* Requesting review about optimizing large guest start up time
@ 2020-02-11 12:08 bauerchen(陈蒙蒙)
2020-02-20 11:11 ` Paolo Bonzini
0 siblings, 1 reply; 2+ messages in thread
From: bauerchen(陈蒙蒙) @ 2020-02-11 12:08 UTC (permalink / raw)
To: qemu-devel; +Cc: pbonzini >
From c882b155466313fcd85ac330a45a573e608b0d74 Mon Sep 17 00:00:00 2001
From: bauerchen <bauerchen@tencent.com>
Date: Tue, 11 Feb 2020 17:10:35 +0800
Subject: [PATCH] Optimize: large guest start-up in mem-prealloc
MIME-Version: 1.0
Content-Type: text/plain; charset=utf-8
Content-Transfer-Encoding: 8bit
[desc]:
Large memory VM starts slowly when using -mem-prealloc, and
there are some areas to optimize in current method;
1、mmap will be used to alloc threads stack during create page
clearing threads, and it will attempt mm->mmap_sem for write
lock, but clearing threads have hold read lock, this competition
will cause threads createion very slow;
2、methods of calcuating pages for per threads is not well;if we use
64 threads to split 160 hugepage,63 threads clear 2page,1 thread
clear 34 page,so the entire speed is very slow;
to solve the first problem,we add a mutex in thread function,and
start all threads when all threads finished createion;
and the second problem, we spread remainder to other threads,in
situation that 160 hugepage and 64 threads, there are 32 threads
clear 3 pages,and 32 threads clear 2 pages;
[test]:
320G 84c VM start time can be reduced to 10s
680G 84c VM start time can be reduced to 18s
Signed-off-by: bauerchen <bauerchen@tencent.com>
Reviewed-by:Pan Rui <ruippan@tencent.com>
Reviewed-by:Ivan Ren <ivanren@tencent.com>
---
util/oslib-posix.c | 44 ++++++++++++++++++++++++++++++++++++--------
1 file changed, 36 insertions(+), 8 deletions(-)

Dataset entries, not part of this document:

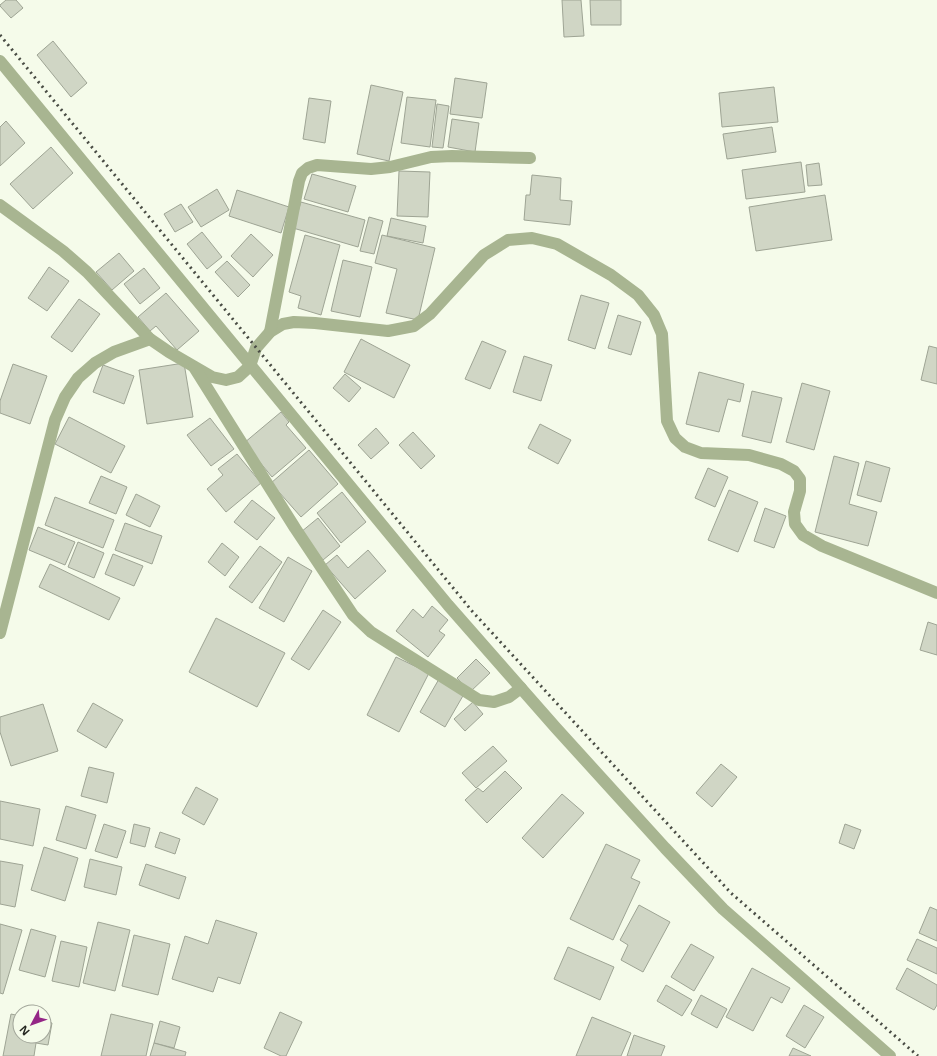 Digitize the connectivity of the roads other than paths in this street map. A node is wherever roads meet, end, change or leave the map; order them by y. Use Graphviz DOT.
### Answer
graph roads {
  1 [pos="0,61"];
  2 [pos="530,158"];
  3 [pos="0,205"];
  4 [pos="270,332"];
  5 [pos="150,339"];
  6 [pos="193,365"];
  7 [pos="250,366"];
  8 [pos="937,593"];
  9 [pos="0,633"];
  10 [pos="521,688"];
  11 [pos="890,1056"];
  1 -- 7 [label="street"];
  2 -- 4 [label="street"];
  3 -- 5 [label="street"];
  4 -- 7 [label="street"];
  4 -- 8 [label="street"];
  5 -- 6 [label="street"];
  5 -- 9 [label="street"];
  6 -- 7 [label="street"];
  6 -- 10 [label="street"];
  7 -- 10 [label="street"];
  10 -- 11 [label="street"];
}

diff --git a/util/oslib-posix.c b/util/oslib-posix.c
index 5a291cc..e97369b 100644
--- a/util/oslib-posix.c
+++ b/util/oslib-posix.c
@@ -76,6 +76,10 @@ static MemsetThread *memset_thread;
static int memset_num_threads;
static bool memset_thread_failed;
+static QemuMutex page_mutex;
+static QemuCond page_cond;
+static volatile bool thread_create_flag;
+
int qemu_get_thread_id(void)
{
#if defined(__linux__)
@@ -403,6 +407,14 @@ static void *do_touch_pages(void *arg)
MemsetThread *memset_args = (MemsetThread *)arg;
sigset_t set, oldset;
+ /*wait for all threads create finished */
+ qemu_mutex_lock(&page_mutex);
+ while(!thread_create_flag){
+ qemu_cond_wait(&page_cond, &page_mutex);
+ }
+ qemu_mutex_unlock(&page_mutex);
+
+
/* unblock SIGBUS */
sigemptyset(&set);
sigaddset(&set, SIGBUS);
@@ -448,30 +460,46 @@ static inline int get_memset_num_threads(int smp_cpus)
return ret;
}
+static void calc_page_per_thread(size_t numpages, int memset_threads, size_t *pages_per_thread){
+ int avg = numpages / memset_threads + 1;
+ int i = 0;
+ int last = avg * memset_threads - numpages;
+ for (i = 0; i < memset_threads; i++)
+ {
+ if(memset_threads - i <= last){
+ pages_per_thread[i] = avg - 1;
+ }else
+ pages_per_thread[i] = avg;
+ }
+}
+
static bool touch_all_pages(char *area, size_t hpagesize, size_t numpages,
int smp_cpus)
{
- size_t numpages_per_thread;
- size_t size_per_thread;
+ size_t *numpages_per_thread;
char *addr = area;
int i = 0;
memset_thread_failed = false;
+ thread_create_flag = false;
memset_num_threads = get_memset_num_threads(smp_cpus);
+ numpages_per_thread = g_new0(size_t, memset_num_threads);
memset_thread = g_new0(MemsetThread, memset_num_threads);
- numpages_per_thread = (numpages / memset_num_threads);
- size_per_thread = (hpagesize * numpages_per_thread);
+ calc_page_per_thread(numpages, memset_num_threads, numpages_per_thread);
+
for (i = 0; i < memset_num_threads; i++) {
memset_thread[i].addr = addr;
- memset_thread[i].numpages = (i == (memset_num_threads - 1)) ?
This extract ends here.